If the only person you hear from at programs about inclusion of people with disabilities or the challenges of accessibility etc. is an able-bodied person who provides services to disabled people, a parent or sibling of someone who is disabled, then you definitely didn’t get the real representation.
Certainly, there are able bodied experts in the field who definitely “get it”: They have studied and interacted with disabled people, are strong advocates and have good information to impart. They may have told you about accessibility, programs that support individuals with disabilities and raised the issue of inclusion and other issues that confront our population. But they haven’t lived the experience. And frankly, if those allies are true allies, they too would insist on including the voices of people with the lived experience. After all, my friends who are allies and advocates in the disability world who are not disabled have never experienced what I experience when trying to access inaccessible web sites, managing at conferences, traveling, or even just getting to the bathroom in unfamiliar places. They really don’t have the experience and understanding of why blind people don’t mingle -and that is the least of it!
Programs that don’t include the voices of those with the lived experience of disability are missing the point, and frankly are perpetuating assumptions about disability and disabled people. And the audiences of these programs are being short changed. In truth, when organizers of programs meant to promote disability awareness don’t have disabled individuals in the planning and the actual program, they are perpetuating the misconception that we, disabled people, need to be taken care of or worse, that our voices don’t matter.
Our voices do matter; our voices make an impact! Hearing from me and from others who are disabled how lack of accessibility impacts our lives at work, school, or in other arenas of life, when people hear directly from us how attitudes, implied bias and low expectations of people with disabilities creates huge barriers in our lives, that is the only authentic information, and at the very least should be included alongside the non-disabled professionals or family members. Otherwise, it’s like hearing from a man who watched the birth of his child trying to describe labor pains.

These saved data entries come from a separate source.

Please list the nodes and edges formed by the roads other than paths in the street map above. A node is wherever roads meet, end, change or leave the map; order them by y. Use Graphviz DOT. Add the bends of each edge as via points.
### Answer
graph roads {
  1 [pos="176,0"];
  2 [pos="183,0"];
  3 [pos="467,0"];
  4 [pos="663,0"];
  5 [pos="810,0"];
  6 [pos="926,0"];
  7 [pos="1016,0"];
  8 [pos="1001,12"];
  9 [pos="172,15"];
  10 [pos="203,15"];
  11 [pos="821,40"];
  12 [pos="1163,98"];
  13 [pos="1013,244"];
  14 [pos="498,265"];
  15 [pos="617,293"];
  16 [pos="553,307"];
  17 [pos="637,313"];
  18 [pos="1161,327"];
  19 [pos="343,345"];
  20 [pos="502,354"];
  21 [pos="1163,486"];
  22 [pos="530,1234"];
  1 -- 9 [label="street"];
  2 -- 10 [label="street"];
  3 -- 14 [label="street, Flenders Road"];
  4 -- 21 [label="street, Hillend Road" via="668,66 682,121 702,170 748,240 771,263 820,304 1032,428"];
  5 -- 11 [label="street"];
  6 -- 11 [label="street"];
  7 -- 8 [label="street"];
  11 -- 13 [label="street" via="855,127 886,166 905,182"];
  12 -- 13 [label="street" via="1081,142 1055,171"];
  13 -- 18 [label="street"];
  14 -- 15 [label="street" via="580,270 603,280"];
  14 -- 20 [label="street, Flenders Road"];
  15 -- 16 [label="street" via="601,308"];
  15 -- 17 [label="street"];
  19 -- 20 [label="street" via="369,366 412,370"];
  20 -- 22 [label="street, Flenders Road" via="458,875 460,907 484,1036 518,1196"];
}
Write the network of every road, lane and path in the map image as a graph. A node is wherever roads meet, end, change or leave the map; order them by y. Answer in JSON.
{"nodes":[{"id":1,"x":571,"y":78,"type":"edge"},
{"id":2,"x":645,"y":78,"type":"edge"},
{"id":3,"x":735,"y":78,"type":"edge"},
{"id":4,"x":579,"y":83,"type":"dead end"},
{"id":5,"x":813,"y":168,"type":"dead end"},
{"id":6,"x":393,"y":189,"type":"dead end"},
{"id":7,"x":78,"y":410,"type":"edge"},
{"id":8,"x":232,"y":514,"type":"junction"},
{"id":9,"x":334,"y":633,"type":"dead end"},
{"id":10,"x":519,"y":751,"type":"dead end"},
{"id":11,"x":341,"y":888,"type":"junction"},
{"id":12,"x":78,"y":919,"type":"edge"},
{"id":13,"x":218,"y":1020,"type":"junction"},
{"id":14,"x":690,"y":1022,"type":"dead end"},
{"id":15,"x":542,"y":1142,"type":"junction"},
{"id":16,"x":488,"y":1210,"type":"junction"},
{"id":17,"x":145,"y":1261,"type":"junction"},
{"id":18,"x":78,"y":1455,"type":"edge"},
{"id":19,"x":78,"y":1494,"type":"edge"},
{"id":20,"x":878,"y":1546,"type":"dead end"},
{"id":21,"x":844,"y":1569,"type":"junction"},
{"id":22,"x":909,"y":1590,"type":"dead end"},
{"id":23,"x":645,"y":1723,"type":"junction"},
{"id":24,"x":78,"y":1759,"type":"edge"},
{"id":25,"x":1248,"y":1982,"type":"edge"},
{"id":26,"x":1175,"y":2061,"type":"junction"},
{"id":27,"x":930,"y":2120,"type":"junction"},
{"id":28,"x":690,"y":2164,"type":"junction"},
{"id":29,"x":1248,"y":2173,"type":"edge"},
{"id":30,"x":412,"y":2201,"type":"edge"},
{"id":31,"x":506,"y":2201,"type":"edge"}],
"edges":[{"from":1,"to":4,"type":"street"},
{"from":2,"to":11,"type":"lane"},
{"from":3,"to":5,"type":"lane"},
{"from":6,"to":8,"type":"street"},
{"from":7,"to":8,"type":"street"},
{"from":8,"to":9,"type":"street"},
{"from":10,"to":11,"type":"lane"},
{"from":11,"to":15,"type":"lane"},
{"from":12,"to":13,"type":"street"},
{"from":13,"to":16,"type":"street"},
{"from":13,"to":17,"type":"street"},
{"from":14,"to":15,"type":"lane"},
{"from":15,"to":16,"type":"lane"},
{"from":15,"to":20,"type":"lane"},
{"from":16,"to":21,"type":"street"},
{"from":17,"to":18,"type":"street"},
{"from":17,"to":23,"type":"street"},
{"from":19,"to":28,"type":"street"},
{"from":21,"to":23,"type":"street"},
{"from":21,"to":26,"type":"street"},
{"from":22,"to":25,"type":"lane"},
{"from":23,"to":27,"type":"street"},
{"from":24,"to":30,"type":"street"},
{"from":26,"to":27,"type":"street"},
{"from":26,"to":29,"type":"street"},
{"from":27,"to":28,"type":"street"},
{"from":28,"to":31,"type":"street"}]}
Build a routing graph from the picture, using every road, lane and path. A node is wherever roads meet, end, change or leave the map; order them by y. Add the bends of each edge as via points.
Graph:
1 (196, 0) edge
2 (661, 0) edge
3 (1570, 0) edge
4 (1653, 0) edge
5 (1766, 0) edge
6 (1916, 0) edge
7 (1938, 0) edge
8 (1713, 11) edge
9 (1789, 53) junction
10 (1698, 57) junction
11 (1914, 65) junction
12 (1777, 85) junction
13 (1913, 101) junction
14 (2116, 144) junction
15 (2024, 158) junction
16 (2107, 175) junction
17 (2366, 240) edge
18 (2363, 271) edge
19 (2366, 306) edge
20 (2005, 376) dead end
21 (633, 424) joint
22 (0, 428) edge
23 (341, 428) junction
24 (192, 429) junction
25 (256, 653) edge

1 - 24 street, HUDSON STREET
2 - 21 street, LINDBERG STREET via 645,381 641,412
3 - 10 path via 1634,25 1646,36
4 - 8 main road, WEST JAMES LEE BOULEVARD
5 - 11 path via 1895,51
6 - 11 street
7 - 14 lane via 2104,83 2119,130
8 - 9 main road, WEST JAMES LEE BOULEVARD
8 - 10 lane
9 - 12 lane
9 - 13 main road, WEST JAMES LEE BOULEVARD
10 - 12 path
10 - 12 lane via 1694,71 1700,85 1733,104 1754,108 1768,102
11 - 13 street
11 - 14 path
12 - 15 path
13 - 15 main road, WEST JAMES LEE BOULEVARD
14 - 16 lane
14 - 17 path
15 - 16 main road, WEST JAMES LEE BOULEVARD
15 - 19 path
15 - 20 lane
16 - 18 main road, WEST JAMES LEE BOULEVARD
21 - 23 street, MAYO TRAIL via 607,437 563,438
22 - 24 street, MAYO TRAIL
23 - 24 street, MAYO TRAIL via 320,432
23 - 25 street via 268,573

When you plan your next program, conference or training, include the voices of those with the lived experience in the entire process—planning, implementation, and execution. The result will be a richer, more impactful, and relevant presentation that may not only raise awareness, but may influence long held assumptions and stigmas about people with disabilities. It may lead to real change.
If you really believe in the abilities of people with disabilities, if you really want to support the equality and inclusion of people with disabilities, if you really want to impact negative assumptions about disability, then nothing about us without us just makes sense. It should be your rallying cry and a matter of policy.